Estate Law Questions? Ask an Estate Lawyer.
I have a few questions. Who retained the attorney? Is the attorney the also the trustee? Does the Trust make reference to the attorney? Do you have a copy of the trust?
From the facts you provide, it is hard for me to understand why the attorney is claiming your Father cannot choose another attorney. Has your Father attempted to speak with a local attorney about the issue?

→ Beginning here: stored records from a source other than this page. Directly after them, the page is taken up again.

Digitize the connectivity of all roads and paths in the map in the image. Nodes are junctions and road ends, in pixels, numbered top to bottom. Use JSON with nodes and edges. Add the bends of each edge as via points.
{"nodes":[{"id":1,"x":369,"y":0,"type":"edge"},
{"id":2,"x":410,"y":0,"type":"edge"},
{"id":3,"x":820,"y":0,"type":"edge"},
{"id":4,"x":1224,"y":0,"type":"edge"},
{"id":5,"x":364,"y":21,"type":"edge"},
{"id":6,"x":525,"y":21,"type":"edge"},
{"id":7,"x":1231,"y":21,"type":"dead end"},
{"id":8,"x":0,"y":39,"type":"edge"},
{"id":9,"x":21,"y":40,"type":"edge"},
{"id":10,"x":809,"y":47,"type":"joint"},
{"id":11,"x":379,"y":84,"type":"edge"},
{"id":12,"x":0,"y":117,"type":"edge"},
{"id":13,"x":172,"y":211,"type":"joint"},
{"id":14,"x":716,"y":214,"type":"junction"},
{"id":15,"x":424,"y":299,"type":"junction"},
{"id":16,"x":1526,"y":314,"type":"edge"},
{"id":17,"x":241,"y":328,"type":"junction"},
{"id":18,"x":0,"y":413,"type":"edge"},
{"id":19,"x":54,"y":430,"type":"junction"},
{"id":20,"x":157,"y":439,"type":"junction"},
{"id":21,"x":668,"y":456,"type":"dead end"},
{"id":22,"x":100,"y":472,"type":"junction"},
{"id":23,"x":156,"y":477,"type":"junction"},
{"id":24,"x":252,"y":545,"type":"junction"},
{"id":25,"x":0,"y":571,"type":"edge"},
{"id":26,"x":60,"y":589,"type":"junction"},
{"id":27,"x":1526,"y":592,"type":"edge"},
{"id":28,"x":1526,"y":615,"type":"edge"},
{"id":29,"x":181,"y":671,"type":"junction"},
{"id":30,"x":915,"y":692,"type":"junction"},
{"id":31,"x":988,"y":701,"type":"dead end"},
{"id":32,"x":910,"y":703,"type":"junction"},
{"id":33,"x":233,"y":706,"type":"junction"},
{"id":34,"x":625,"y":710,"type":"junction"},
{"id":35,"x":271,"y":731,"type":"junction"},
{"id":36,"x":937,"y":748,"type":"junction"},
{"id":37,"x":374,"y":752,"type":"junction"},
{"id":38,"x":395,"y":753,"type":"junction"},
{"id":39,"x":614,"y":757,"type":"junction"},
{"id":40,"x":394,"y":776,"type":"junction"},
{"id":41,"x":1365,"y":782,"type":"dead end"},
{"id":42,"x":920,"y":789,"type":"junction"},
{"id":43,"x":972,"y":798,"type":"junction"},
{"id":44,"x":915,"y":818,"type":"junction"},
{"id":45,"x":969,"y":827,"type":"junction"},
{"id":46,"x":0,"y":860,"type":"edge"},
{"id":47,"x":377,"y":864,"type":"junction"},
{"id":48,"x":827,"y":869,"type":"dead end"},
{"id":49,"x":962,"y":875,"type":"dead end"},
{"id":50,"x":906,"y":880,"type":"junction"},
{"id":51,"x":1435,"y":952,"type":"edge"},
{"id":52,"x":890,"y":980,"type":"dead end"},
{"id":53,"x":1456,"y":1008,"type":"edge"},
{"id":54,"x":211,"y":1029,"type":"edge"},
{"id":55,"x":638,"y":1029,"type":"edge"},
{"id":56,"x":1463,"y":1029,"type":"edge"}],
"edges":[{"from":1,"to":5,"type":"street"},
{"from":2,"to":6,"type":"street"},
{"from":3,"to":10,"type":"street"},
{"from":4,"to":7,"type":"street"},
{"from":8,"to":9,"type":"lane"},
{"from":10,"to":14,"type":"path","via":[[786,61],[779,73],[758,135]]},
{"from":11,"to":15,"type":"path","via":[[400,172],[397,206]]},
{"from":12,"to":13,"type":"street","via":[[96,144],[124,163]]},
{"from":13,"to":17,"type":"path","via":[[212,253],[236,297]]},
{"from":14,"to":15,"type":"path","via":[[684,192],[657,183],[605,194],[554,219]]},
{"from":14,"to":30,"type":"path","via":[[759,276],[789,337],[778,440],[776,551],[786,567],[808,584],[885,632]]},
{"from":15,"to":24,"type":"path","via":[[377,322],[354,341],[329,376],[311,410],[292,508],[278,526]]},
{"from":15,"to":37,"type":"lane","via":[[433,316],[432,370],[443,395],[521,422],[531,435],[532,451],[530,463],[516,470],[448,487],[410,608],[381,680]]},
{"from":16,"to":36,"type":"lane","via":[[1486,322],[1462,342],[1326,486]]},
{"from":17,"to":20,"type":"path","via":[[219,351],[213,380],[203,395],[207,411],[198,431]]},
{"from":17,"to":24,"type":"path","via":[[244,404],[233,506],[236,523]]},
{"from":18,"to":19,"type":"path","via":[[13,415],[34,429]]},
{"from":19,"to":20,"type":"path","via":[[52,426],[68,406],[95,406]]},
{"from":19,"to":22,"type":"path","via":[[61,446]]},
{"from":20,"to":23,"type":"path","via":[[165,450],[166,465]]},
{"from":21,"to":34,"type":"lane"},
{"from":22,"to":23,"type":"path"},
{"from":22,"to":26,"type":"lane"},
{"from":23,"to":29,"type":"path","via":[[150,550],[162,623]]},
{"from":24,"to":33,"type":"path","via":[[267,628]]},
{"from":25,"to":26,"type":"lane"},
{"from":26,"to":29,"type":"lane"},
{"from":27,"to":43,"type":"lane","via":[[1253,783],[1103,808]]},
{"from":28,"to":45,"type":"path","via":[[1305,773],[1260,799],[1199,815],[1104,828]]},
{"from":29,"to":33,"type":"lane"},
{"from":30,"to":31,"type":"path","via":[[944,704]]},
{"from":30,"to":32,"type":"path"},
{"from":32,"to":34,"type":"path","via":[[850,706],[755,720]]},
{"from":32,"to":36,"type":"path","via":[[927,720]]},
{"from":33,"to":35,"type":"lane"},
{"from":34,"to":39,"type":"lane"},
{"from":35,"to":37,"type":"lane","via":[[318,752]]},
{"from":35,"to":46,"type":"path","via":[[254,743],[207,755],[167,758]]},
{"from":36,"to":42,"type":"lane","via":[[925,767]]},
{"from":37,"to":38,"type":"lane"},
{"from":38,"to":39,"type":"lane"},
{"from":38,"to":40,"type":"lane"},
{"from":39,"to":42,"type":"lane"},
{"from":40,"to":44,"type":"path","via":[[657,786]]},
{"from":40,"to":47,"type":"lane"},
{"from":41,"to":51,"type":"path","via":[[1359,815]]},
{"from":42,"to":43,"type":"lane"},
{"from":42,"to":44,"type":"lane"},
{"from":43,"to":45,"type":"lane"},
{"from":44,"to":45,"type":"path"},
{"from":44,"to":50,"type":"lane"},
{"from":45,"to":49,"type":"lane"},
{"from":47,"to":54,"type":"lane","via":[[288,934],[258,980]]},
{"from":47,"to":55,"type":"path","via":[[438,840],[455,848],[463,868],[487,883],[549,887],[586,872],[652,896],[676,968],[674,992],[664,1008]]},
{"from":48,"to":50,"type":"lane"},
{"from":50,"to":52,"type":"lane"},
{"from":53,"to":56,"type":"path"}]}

There would be nothing that I know of that would prevent your Father from switching attorneys. As for the trust, once the first spouse does, the trust usually is irrevocable and cannot be changed. This does not mean it cannot be changed for some reason such as it is not viable any longer or does not meet with the original intent, but to change it or to take the money out of it to put in a new trust may need court approval. As to whether you can attend the meeting, it would be up to your Father whether he wanted you to attend the meeting. But the attorney would have a right to decline meeting you. In that case, your Father may want to hire another attorney. It may be best to set up an in person consultation with an attorney. Not sure how the new trust was written. It's hard without seeing all the papers and getting into the details. If your Father does not speak English, possibly you can get an independent interpreter for him.
So you are you saying that your Father is not the Trustee of the trust? But your sister is the trustee?
Oh my. If your sister is the trustee, then that is why the attorney is saying that your Father cannot change the trust; or change the attorney. The attorney is your sister's attorney, not your Father's attorney. That makes more sense now. Unfortunately, the only way you would be able to remove your sister as trustee is to become the guardian of your Father and on his behalf. Or your Father would have to hire his own attorney to protect his rights if your sister is breaching her fiduciary duty.